Detectives are investigating claims a juror was paid £20k to find owner of League One football club Fleetwood Town GUILTY of energy contract scam worth £15m… sending him down for 13 years!
- Fleetwood Town owner Andy Pilley was jailed for 13 years over a complex fraud
- Police have reopened their probe into claims a juror was bribed during the case
- DOMINIC KING: I don’t understand what football is anymore – It’s All Coming Up
Police have reopened their probe into claims a juror in the case of a football club owner who was jailed for 13 years was offered £20,000 to find him guilty.
Detectives in Lancashire are now investigating staggering allegations made by a whistleblower who sat on the trial of Fleetwood Town supremo Andy Pilley.
The juror told Mail Sport he was approached by two ‘thick-set’ men in a park while the case was ongoing and told there would be ‘consequences’ should he not accept the bribe, which they claimed others on the jury had already taken.
Pilley, 53, was eventually sent down for more than a decade after being found guilty of a multi-million pound fraud that duped firms into signing up for expensive energy contracts. The case began at Preston Crown Court last October.
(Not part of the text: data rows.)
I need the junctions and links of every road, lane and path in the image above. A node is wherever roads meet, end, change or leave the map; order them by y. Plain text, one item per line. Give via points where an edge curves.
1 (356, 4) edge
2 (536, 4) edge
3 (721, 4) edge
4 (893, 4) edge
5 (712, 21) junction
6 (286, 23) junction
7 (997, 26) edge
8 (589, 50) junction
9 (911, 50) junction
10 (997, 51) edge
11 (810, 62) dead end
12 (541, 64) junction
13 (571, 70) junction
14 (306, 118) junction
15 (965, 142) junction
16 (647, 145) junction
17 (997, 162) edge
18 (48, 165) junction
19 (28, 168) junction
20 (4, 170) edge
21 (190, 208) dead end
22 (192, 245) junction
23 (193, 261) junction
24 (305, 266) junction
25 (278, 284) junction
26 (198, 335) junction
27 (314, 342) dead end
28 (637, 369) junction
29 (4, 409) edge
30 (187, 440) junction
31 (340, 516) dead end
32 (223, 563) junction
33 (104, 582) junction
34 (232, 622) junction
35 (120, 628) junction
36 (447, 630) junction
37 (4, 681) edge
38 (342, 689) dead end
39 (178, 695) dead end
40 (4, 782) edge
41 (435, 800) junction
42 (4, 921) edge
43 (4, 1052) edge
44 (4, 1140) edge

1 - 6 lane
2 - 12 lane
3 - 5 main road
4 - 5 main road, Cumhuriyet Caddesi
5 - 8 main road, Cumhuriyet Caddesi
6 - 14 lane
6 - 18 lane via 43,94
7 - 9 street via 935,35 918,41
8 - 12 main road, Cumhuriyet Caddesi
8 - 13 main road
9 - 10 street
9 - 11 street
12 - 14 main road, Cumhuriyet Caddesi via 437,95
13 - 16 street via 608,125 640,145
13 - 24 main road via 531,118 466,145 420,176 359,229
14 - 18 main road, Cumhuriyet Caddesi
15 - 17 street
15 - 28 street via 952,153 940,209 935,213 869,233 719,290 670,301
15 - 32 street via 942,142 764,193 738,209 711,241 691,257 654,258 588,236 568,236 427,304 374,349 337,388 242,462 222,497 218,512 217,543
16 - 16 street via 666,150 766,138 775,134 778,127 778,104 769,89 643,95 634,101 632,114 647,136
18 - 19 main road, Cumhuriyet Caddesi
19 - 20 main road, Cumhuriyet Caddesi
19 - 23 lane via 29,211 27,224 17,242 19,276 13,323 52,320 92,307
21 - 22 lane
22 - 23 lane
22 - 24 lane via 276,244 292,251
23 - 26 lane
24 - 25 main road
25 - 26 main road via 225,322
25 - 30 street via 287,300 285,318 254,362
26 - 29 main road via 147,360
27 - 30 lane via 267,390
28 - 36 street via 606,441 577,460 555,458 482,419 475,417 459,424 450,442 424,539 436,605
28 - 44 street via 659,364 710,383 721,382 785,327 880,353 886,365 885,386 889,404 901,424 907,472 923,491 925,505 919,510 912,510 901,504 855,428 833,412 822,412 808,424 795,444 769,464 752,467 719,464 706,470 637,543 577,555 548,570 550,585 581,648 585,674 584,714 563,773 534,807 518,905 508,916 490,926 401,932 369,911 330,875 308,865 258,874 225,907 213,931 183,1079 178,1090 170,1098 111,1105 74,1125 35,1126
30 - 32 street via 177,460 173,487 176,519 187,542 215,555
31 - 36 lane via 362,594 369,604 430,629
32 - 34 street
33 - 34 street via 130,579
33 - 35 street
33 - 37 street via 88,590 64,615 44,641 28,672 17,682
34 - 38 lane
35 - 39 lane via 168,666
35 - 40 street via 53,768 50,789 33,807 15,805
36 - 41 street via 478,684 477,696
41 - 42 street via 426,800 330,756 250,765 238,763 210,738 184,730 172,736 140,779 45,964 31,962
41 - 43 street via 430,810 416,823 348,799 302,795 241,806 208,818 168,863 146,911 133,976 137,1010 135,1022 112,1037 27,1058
The whistleblower said he was approached in March, with the case in its sixth month. After the alleged incident he fled abroad and was eventually excused from jury service.
Fleetwood Town owner Andy Pilley was jailed for 13 years over a complex fraud that tricked unsuspecting companies into signing energy contracts
Detectives in Lancashire are now investigating staggering allegations made by a whistleblower who sat on the trial of Fleetwood Town supremo Pilley (right)
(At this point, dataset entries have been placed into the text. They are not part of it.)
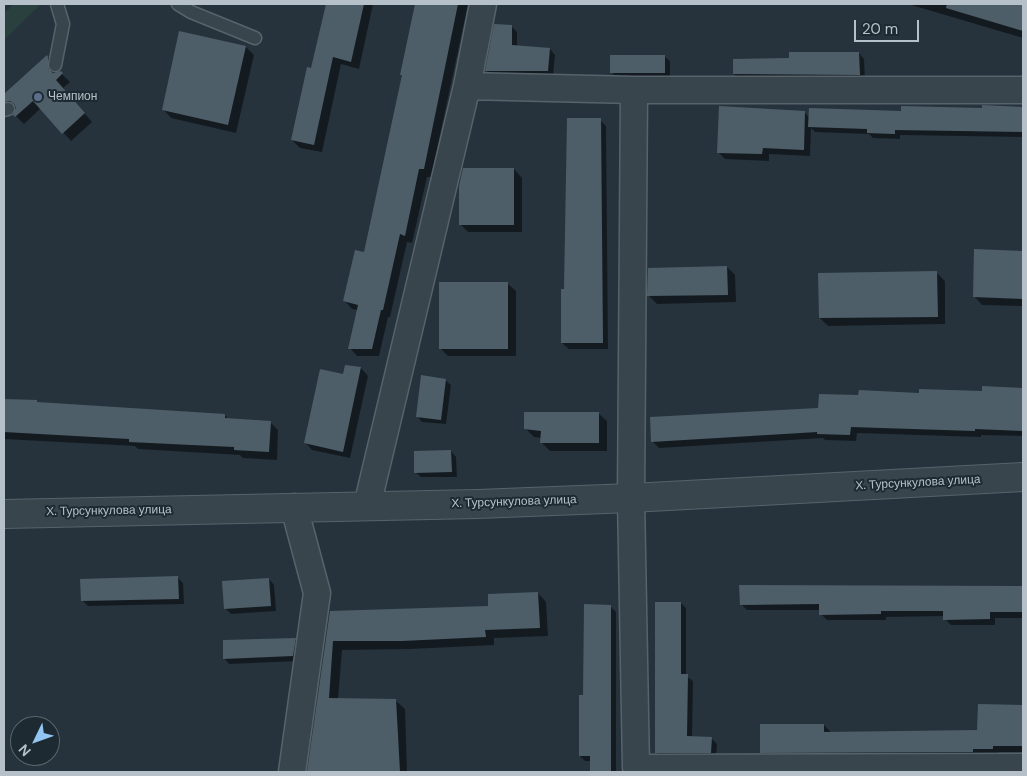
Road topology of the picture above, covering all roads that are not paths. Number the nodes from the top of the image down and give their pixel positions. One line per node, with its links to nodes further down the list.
1 (58, 4): 5 (lane)
2 (178, 4): 4 (lane)
3 (483, 4): 6 (street)
4 (254, 38)
5 (55, 64)
6 (467, 86): 7 (street); 11 (street)
7 (634, 90): 8 (street); 10 (street)
8 (1023, 90)
9 (1023, 477): 10 (street, Х. Турсункулова улица)
10 (631, 498): 11 (street, Х. Турсункулова улица); 14 (street)
11 (367, 506): 12 (street, Х. Турсункулова улица)
12 (294, 507): 13 (street, Х. Турсункулова улица); 15 (street)
13 (4, 514)
14 (1023, 767)
15 (292, 772)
Following Pilley’s sentencing he approached police to report the allegations but claims he was told hours later that they would not be pursuing the matter.
After the revelations were published Pilley, who oversaw Fleetwood’s rise from non-league to League One, assembled a legal team.
Police said detectives would review the situation but later told local press that there would be no further action and that they had found no evidence of any criminal wrongdoing.
However, Mail Sport understands that after correspondence with Pilley’s legal team they have now decided to reopen the case and senior officers are investigating.
Lancashire Police have been contacted for comment.